Tutor Perini has secured a $2.95 billion contract to build one of four proposed New York City borough jails to replace the troubled and decaying Rikers Island detention center.
The Los Angeles-based contractor said it was selected by the city’s Department of Design and Construction for a design-build contract for the Brooklyn facility for the overall NYC Bourough-Based Jails System.
The system of four smaller jails located in Manhattan, the Bronx, Queens and Brooklyn aims to shutter and replace Rikers, where 19 inmates died in 2022, the highest death toll in 25 years.
Ron Tutor, chairman and CEO at Tutor Perini, said the firm looks forward to partnering with the city’s Department of Design and Construction “to deliver a new, state-of-the-art facility that will enable DDC’s historic plan to close Rikers Island and replace it with a smaller network of safer modern jails.”
The company did not provide a timeline for completion of the project, but, in a notice of public hearing in March, the city said the contract would last more than six years from the date of a notice to proceed.
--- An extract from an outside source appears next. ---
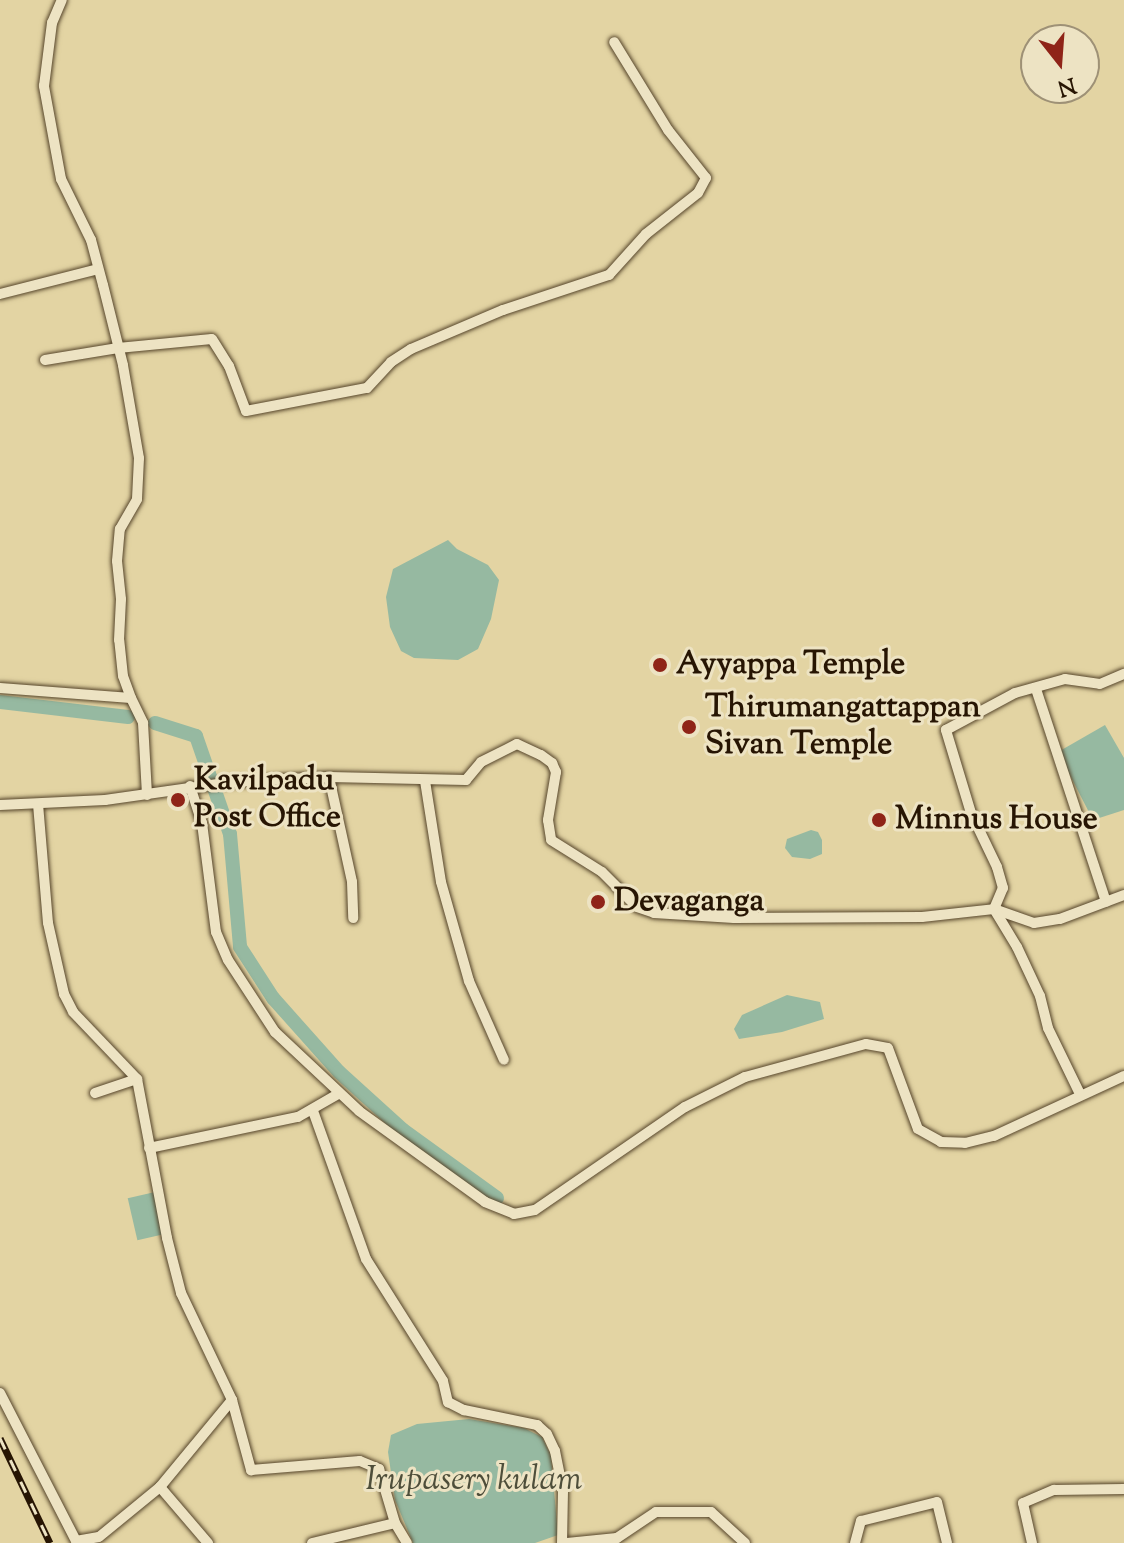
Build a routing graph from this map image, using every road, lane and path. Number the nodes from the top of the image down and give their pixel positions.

Tutor Perini said it expects that notice in June, at which point design work will commence.
That timeline puts completion of the jail into 2029, more than two years past the city’s self-imposed deadline to shutter Rikers. At the time of the hearing meeting in March, a spokesperson for Mayor Eric Adams said the timeline reflected both the goals put in place, and the challenges facing the broader building sector.
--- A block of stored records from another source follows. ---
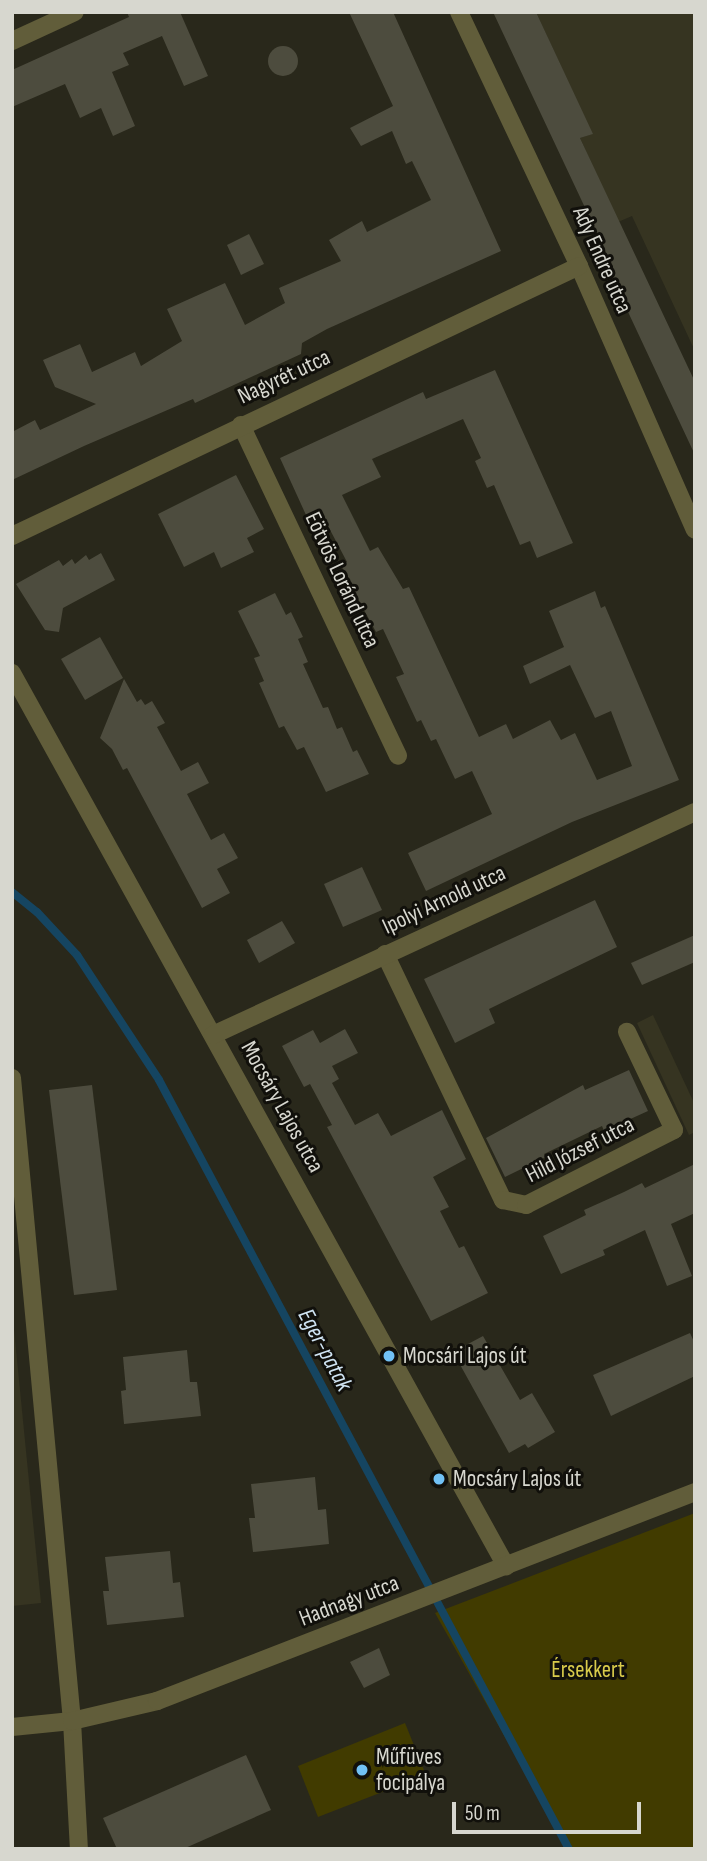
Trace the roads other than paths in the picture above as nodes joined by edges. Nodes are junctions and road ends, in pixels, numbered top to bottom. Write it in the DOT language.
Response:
graph roads {
  1 [pos="459,12"];
  2 [pos="66,14"];
  3 [pos="12,41"];
  4 [pos="579,266"];
  5 [pos="241,425"];
  6 [pos="695,530"];
  7 [pos="12,536"];
  8 [pos="12,673"];
  9 [pos="398,756"];
  10 [pos="695,812"];
  11 [pos="385,954"];
  12 [pos="627,1032"];
  13 [pos="214,1035"];
  14 [pos="12,1079"];
  15 [pos="17,1191"];
  16 [pos="695,1492"];
  17 [pos="506,1566"];
  18 [pos="72,1721"];
  19 [pos="12,1727"];
  20 [pos="79,1849"];
  1 -- 4 [label="street, Ady Endre utca"];
  2 -- 3 [label="street"];
  4 -- 5 [label="street, Nagyrét utca"];
  4 -- 6 [label="street, Ady Endre utca"];
  5 -- 7 [label="street, Nagyrét utca"];
  5 -- 9 [label="street, Eötvös Loránd utca"];
  8 -- 13 [label="street, Mocsáry Lajos utca"];
  10 -- 11 [label="street, Ipolyi Arnold utca"];
  11 -- 12 [label="street, Hild József utca"];
  11 -- 13 [label="street, Ipolyi Arnold utca"];
  13 -- 17 [label="street, Mocsáry Lajos utca"];
  14 -- 15 [label="street"];
  15 -- 18 [label="street"];
  16 -- 17 [label="street, Hadnagy utca"];
  17 -- 18 [label="street, Hadnagy utca"];
  18 -- 19 [label="street, Hadnagy utca"];
  18 -- 20 [label="street"];
}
“This contract reflects realities facing the construction industry,” a City Hall spokesperson told Bloomberg.
For Tutor Perini, the win illustrates the feast or famine nature of mega-construction projects.
The company reported losses on its 2022 revenue and earnings, a result of courtroom defeats and high-profile project cancellations, such as the $4 billion Capital Beltway project in the Washington, D.C., area.
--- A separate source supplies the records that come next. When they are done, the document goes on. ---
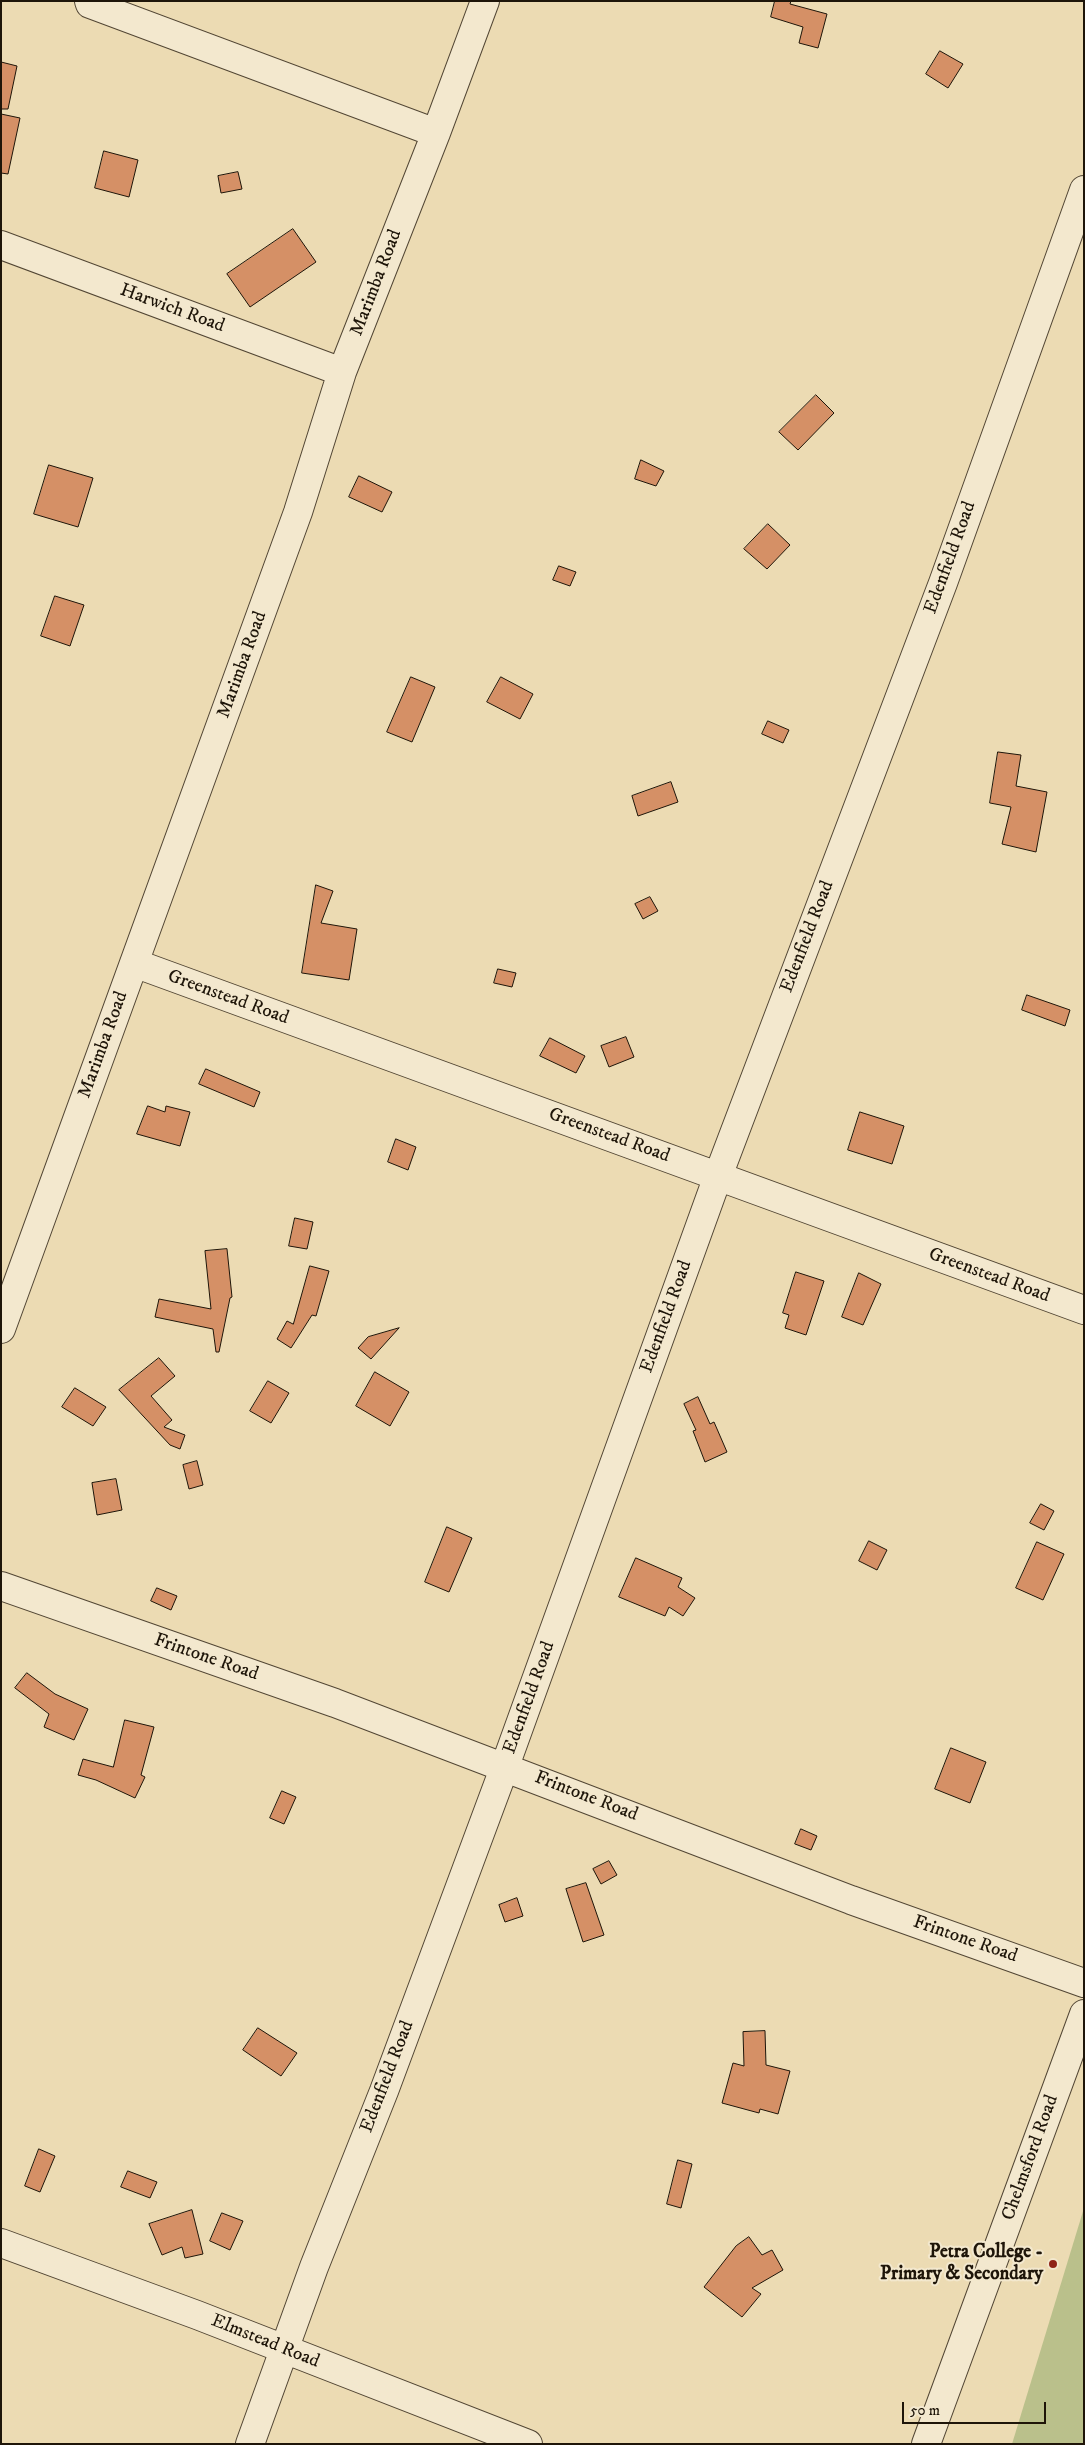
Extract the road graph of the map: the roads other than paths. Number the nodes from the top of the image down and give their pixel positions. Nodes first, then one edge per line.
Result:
1 (89, 1) edge
2 (485, 1) edge
3 (436, 133) junction
4 (1084, 190) edge
5 (1, 246) edge
6 (342, 372) junction
7 (134, 963) junction
8 (718, 1176) junction
9 (1084, 1310) edge
10 (1, 1329) edge
11 (1, 1586) edge
12 (504, 1766) junction
13 (1084, 1983) edge
14 (1084, 2014) edge
15 (1, 2243) edge
16 (284, 2350) junction
17 (250, 2444) edge
18 (528, 2444) edge
19 (926, 2444) edge

1 - 3 street
2 - 3 street, Marimba Road
3 - 6 street, Marimba Road
4 - 8 street, Edenfield Road
5 - 6 street, Harwich Road
6 - 7 street, Marimba Road
7 - 8 street, Greenstead Road
7 - 10 street, Marimba Road
8 - 9 street, Greenstead Road
8 - 12 street, Edenfield Road
11 - 12 street, Frintone Road
12 - 13 street, Frintone Road
12 - 16 street, Edenfield Road
14 - 19 street, Chelmsford Road
15 - 16 street, Elmstead Road
16 - 17 street, Edenfield Road
16 - 18 street, Elmstead Road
Tutor said during the company’s full-year 2022 earnings call that Tutor Perini had lost $11 billion in potential new work in the past two years, and added, "That's more low bids than we've lost in the history of the company over 50 years."
Beyond those losses, the firm is also expecting to book an additional $84 million loss on its George Washington Bridge Bus Station project when it reports first quarter earnings on Thursday.
According to a filing with the Securities and Exchange Commission, the company recently lost a protracted legal battle on the troubled development in the Washington Heights area of Manhattan that resulted in the charge.
Tutor has often made the point on conference calls with investment analysts that while mega projects carry outsized risk, the firm also often encounters only two or three other bidders on major contracts that are able to provide the scale and resources called for. In 2022, Tutor Perini ranked as the 13th largest contractor by revenue.
Tutor Perini said that it will include the award in its second-quarter backlog.
Clarification: This story was updated to reflect the context of Ron Tutor’s comments about the $11 billion in lost work.